Today we will share with you the importance of having bylaws and what they should address.

 

As a small business you should have a set of written bylaws that designate in advance the ways you will handle a variety of situations that may arise. Bylaws are important from an operations standpoint because they provide benchmarks to refer to as well as protocols to follow.

 

It is the official game plan on how the business is to be run and operated.  They also constitute an indispensable legal document that outlines the rights, responsibilities and powers of the shareholders, directors and officers. They can be brief or lengthy. Contents may vary but they typically include the following:

  • The time and place for meetings of officers, directors, and shareholders;
  • How many directors, their tenure, and their qualifications;
  • Title and compensation of the corporate officers;
  • The fiscal year of the corporation;
  • Who is responsible and how the bylaws are to be amended;
  • Any rules on the approval of contracts, loans, cheques, and share certificates (if any);
  • Inspection of the corporate records book.

 

Bylaws consist of individual “articles” address specific topics. The first several articles should cover general information that describes the character of your company. Identify your company’s name, its organization type — limited liability company, limited partnership or corporation — and its core products or business model.

 

Outline how the company is owned, as well as how its ownership will evolve over time. Include the legal structure of the company, whether it is a partnership or an LLC, as well as how it will allow new owners to come on board in the future. Address the financial contribution that a prospective owner is required to make, as well as the decision making process for admitting new owners, such as whether current owners have to make this decision unanimously.

 

Another article should explain the procedure for amending the bylaws in the future. It should also state who can recommend amendments and how these amendments will be voted upon. It is important that bylaws are current and accurately represent the organization and its membership. Therefore, bylaws should be revised every five years, in order to stay current with the most up-to-date rules and regulations.

 

You should detail the various aspects of the company’s membership, including the different types of members, the membership selection process, members’ voting rights, and the procedures for disciplining and/or removing members. If there are no members, state that in this section.  State the role of shareholders in your company.

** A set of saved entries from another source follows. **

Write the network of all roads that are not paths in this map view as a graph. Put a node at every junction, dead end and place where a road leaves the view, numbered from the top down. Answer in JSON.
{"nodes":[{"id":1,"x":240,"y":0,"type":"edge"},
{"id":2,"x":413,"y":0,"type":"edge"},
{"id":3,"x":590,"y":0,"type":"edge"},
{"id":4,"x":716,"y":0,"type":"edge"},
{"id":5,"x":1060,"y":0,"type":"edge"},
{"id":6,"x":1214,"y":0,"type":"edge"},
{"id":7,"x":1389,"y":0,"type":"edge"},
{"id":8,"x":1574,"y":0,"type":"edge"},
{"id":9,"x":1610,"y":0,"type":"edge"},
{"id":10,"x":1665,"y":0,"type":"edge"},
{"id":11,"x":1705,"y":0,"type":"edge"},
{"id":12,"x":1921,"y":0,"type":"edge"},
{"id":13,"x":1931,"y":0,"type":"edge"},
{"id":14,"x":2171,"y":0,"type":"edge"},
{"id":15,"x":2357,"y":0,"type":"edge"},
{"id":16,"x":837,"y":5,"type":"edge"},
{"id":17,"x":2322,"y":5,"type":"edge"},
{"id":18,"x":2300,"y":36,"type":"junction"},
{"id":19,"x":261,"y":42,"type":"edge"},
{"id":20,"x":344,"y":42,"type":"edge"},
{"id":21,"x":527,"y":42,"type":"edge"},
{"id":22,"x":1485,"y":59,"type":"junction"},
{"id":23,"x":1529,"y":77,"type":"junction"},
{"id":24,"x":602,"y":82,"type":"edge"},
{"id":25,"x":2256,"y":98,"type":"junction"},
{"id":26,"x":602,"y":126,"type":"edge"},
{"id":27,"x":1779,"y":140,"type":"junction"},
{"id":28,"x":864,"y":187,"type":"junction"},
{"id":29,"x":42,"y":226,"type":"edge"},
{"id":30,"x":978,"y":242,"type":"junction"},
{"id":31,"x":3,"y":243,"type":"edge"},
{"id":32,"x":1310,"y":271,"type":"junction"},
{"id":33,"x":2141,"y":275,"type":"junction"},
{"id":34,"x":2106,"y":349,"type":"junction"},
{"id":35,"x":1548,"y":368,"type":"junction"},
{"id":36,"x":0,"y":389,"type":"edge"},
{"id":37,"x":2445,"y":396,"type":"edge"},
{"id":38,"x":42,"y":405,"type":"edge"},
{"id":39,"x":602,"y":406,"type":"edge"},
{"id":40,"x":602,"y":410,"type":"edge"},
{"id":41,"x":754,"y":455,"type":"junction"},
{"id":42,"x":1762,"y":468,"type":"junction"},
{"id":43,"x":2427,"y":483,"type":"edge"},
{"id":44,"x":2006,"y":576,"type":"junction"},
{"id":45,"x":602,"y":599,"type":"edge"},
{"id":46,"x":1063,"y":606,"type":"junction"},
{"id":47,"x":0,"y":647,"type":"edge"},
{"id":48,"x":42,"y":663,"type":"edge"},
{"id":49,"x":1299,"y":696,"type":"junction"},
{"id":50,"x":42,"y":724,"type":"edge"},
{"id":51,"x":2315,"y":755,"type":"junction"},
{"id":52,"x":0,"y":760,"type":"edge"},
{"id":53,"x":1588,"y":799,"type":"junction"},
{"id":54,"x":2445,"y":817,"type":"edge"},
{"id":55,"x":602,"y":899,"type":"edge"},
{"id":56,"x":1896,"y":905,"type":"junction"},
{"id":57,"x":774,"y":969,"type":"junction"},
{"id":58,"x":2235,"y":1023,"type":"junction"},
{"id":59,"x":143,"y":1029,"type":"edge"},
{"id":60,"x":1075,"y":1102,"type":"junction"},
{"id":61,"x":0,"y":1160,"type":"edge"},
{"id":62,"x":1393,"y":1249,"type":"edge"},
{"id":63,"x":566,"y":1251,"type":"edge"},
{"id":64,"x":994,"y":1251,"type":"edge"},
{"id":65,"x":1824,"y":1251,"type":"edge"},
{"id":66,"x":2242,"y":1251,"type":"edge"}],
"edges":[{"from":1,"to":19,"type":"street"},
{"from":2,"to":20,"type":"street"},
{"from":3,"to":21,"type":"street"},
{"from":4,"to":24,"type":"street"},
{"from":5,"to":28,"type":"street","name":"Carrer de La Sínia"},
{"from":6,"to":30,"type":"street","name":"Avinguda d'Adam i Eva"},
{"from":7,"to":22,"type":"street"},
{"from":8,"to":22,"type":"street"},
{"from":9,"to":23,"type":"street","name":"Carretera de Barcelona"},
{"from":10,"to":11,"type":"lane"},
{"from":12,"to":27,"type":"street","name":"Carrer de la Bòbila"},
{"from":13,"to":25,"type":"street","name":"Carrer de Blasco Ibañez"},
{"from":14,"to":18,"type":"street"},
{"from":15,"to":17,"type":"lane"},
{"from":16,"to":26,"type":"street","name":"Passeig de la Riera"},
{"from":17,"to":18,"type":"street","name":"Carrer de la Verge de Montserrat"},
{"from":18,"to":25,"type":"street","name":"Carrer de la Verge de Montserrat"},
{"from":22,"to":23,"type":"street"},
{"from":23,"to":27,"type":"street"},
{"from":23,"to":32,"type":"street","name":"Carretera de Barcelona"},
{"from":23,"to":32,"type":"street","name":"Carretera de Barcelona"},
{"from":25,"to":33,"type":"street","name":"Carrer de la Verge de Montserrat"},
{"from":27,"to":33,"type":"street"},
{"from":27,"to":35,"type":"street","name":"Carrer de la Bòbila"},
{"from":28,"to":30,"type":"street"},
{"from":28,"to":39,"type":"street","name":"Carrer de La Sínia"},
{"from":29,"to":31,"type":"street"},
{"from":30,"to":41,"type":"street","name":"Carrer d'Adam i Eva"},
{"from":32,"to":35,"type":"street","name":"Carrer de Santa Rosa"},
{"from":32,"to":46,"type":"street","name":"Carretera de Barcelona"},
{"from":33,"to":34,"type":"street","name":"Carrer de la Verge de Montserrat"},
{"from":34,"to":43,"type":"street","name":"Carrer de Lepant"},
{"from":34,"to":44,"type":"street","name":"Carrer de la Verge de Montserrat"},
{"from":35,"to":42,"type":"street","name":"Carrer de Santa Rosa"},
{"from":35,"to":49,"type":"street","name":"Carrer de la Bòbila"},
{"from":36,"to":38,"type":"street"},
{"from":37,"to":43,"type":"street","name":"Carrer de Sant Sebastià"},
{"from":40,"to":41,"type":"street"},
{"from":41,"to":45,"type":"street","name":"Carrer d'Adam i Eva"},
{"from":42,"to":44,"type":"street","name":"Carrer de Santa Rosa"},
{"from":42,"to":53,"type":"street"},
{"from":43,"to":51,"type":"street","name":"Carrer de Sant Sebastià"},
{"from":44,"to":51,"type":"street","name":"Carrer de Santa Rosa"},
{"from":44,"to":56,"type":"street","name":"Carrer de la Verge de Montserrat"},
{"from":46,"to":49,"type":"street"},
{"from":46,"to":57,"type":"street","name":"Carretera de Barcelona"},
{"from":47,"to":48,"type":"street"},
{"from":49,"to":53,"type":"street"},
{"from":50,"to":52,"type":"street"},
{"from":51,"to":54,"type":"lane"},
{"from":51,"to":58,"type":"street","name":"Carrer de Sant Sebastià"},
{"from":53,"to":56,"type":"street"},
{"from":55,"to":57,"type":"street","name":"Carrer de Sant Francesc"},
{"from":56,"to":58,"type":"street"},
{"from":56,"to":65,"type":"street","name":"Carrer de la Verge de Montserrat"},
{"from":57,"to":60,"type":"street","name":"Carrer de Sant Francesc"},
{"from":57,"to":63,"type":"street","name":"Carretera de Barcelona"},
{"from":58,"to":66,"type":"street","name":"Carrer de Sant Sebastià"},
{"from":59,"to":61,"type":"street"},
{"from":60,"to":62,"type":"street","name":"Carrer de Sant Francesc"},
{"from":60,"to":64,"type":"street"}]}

Explain what kind of shares your company will offer, the company’s limitations on capital stock and the rights and responsibilities of shareholders.

 

The Board of Directors is the primary governing body of an organization and exercises supreme control over the organization, above even the executive leadership. This section should discuss the composition of the Board, which may be a specific number of directors or a maximum or minimum amount of directors. Also, discuss how vacancies are filled, whether they are filled by the Board itself or by the membership.

 

The bylaws should specify the qualifications for serving as a director, the duties of directors, and the length of a director’s term.  Typically the board consists of senior executives, senior shareholders and sometimes industry leaders from outside the company.   Specify conditions for convening any annual, regular, or special meetings.  This includes the time and place of the meetings, requirements for notifying the Board, committees, and/or members, attendance stipulations and, most importantly, how many Board members are needed for a quorum (the number of directors needed to vote on issues at hand).

 

Next you explain your company’s leadership structure. First, write an article establishing the executive leadership. Specifically identify each company office. Spell out the officers’ full titles and the responsibilities they must uphold to remain in good standing in that office. Specify their terms of office, or note that they may remain in office indefinitely.

 

Explain the hierarchical relationship among each office, so everyone understands who reports to whom. Lay out the correct procedures for an officer leaving that office and for the company to install a replacement. Mention the extent to which executives will enjoy indemnity from the adverse consequences of their job performance.   If your company will have standing committees, write an article explaining these committees’ names, purposes, composition, powers, membership requirements and procedures for vacating and filling seats.

 

It is important that a company has a Conflict of Interest Provision in their bylaws. This protects the company from providing unfair benefits to directors, members, or others. For example, a director should not be allowed to vote on a matter in which the director may have a direct financial interest. If a conflict may occur, the director should disclose this conflict immediately in order to be recused from voting.

 

Because there is potential for customers and even innocent bystanders to be harmed by a small business’ activities, its bylaws should clearly state the limits of ownership responsibility, or indemnification, in situations that involve liability. For example, an LLC’s bylaws might state that owners will not be held personally financially responsible for the company’s debts unless they specifically assume responsibility by offering collateral on a loan. Bylaws may also indemnify owners from financial or legal responsibility for harm done during the course of business activities except in the event of willful misconduct. Consult a lawyer to make sure that the indemnification arrangements in your bylaws are legally defendable.

 

And finally, even if you love owning and operating your business and can’t imagine ever wanting to do anything else, it is wise to include provisions in your bylaws that state the terms and conditions under which you will leave, sell or liquidate your business. Exit strategies might involve provisions for buying out partners or shareholders who no longer want to be involved with the company, as well as terms for agreeing on whether or not to sell the business. For example, your bylaws might state that 75 percent of partners or shareholders with voting rights must approve a decision to sell the company.